Le propriétaire possède des chaises et une table. Elles sont à ma disposition. Cela veut dire qu’elles font partie de l’appartement. Qu’elles soient laquées, laides, chinoises, n’y fait rien. Le contrat établi que l’appartement est meublé. Si j’en fais du petit bois, il me faudra racheter les mêmes chaises. Autant dire que l’affaire est périlleuse. Depuis que l’une d’elle s’est effondrée sous mon poids et que j’ai manqué y perdre la vie, je les regarde avec méfiance. D’ailleurs, je ne m’assois plus que je n’aie auparavant renverser la chaise et assené un bon coup de pied sur le siège pour l’emboîter au plus près. Gala se bouche ls oreilles, j’assène. Hélas, cela ne suffit pas.

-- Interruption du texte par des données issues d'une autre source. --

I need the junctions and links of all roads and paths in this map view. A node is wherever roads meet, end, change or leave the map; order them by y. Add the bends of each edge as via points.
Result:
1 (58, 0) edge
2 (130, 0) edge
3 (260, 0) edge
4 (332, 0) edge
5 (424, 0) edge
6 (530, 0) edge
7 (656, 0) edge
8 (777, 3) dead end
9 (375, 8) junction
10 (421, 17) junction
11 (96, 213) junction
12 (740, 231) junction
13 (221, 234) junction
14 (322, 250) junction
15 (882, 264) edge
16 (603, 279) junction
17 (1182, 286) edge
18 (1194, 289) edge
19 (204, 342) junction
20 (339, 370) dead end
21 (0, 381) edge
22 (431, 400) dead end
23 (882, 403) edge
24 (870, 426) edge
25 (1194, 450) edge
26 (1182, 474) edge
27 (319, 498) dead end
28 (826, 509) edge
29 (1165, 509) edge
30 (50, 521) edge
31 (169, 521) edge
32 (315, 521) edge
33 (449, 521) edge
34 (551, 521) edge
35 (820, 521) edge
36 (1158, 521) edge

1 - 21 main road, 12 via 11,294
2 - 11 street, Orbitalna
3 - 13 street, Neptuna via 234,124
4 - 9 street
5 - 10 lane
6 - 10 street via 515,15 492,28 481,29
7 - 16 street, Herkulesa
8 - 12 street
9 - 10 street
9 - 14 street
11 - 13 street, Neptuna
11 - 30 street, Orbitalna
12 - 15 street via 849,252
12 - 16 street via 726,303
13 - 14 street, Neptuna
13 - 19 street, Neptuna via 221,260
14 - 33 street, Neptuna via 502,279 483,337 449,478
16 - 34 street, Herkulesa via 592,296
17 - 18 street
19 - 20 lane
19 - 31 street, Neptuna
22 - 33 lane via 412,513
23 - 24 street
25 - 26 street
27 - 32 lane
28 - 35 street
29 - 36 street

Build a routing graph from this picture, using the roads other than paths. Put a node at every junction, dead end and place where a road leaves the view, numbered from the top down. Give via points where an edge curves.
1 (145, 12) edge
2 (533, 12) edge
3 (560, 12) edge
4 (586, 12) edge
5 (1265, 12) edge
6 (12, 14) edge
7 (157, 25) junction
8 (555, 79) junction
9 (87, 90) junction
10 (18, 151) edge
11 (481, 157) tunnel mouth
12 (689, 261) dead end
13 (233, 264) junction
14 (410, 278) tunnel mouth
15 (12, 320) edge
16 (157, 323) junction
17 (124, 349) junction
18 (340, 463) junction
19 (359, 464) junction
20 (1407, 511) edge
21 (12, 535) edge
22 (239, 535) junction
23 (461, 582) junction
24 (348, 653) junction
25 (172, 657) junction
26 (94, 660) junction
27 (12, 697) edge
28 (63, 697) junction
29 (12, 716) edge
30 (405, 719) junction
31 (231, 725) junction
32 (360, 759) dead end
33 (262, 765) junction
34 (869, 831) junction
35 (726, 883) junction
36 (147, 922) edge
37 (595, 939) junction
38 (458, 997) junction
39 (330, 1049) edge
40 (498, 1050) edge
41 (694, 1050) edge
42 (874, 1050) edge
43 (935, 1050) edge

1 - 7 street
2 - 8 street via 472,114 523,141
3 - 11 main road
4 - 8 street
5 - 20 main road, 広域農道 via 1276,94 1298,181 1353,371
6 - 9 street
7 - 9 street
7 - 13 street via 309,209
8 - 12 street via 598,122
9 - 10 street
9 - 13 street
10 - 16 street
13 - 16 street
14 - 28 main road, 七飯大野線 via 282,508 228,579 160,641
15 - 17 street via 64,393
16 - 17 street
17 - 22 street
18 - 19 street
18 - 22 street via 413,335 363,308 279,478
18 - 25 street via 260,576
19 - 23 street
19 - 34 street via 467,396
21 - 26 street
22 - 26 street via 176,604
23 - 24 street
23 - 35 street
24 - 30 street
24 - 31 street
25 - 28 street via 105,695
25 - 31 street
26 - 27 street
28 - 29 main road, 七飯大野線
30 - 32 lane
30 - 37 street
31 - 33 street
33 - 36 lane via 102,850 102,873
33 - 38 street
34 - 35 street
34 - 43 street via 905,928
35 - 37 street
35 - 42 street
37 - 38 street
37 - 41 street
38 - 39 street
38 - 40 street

Au cours d’une conversation, si j’en viens à me balancer sur les pieds arrière, la chaise se désosse. Si j’insiste, je m’énuque. Et on parle ici d’un homme averti. Qu’on imagine mon angoisse quand je prête l’appartement! Bref, j’ai jugé qu’il fallait intervenir.
Le propriétaire vient et confirme le problème: il est ancien.
- Je vais t’envoyer un ébéniste.
Que je sache, un ébéniste est un artisan qui travaille le bois. Comme j’ai dit, que ces chaises soient chinoises, espagnoles ou suédoises, elles ne sont pas en bois. Quant à savoir ce qu’il peut bien y avoir sous la laque… Mais le propriétaire n’est pas un homme qui doute. Au cours de sa carrière professionnelle, il a occupé un poste à responsabilités. En Espagne, cela veut dire que l’on commande. Dans un pays de tradition, la partie la plus importante du travail réside dans la commande plutôt que dans le travail.
Hier matin, l’ébéniste sonne à la porte. En fait d’ébéniste, il s’agit d’un factotum répondant au nom de Diego. La dernière fois qu’il a sonné à la porte, il était installateur de stores. Il saisit une chaise, la renverse. Je tire sur le pied. Le siège me reste dans les mains.
- Le propriétaire pense qu’il faut recoller, dis-je navré.
Si je dis cela à Diego c’est parce que je ne peux pas lui dire le fond de ma pensée: brûlez-moi ces chaises!
Diego me montre alors les traces de colle sur les jointures. Elles ont déjà été collées plusieurs fois. Il hausse les épaules. Je fais de même. Il annonce qu’il va faire son rapport au propriétaire et s’en va. Le propriétaire m’appelle. “Je te donne des nouvelles avant ce soir”, me dit-il.
Ce matin, avant de partir pour l’aéroport, j’attrappe les chaises une après l’autre, je les désosse et range les pièces par catégories: sièges, pieds, dossiers, coussins, supports. Puis j’écris au propriétaire: “tu jugeras par toi-même, mais, à mon avis, il faut les remplacer.”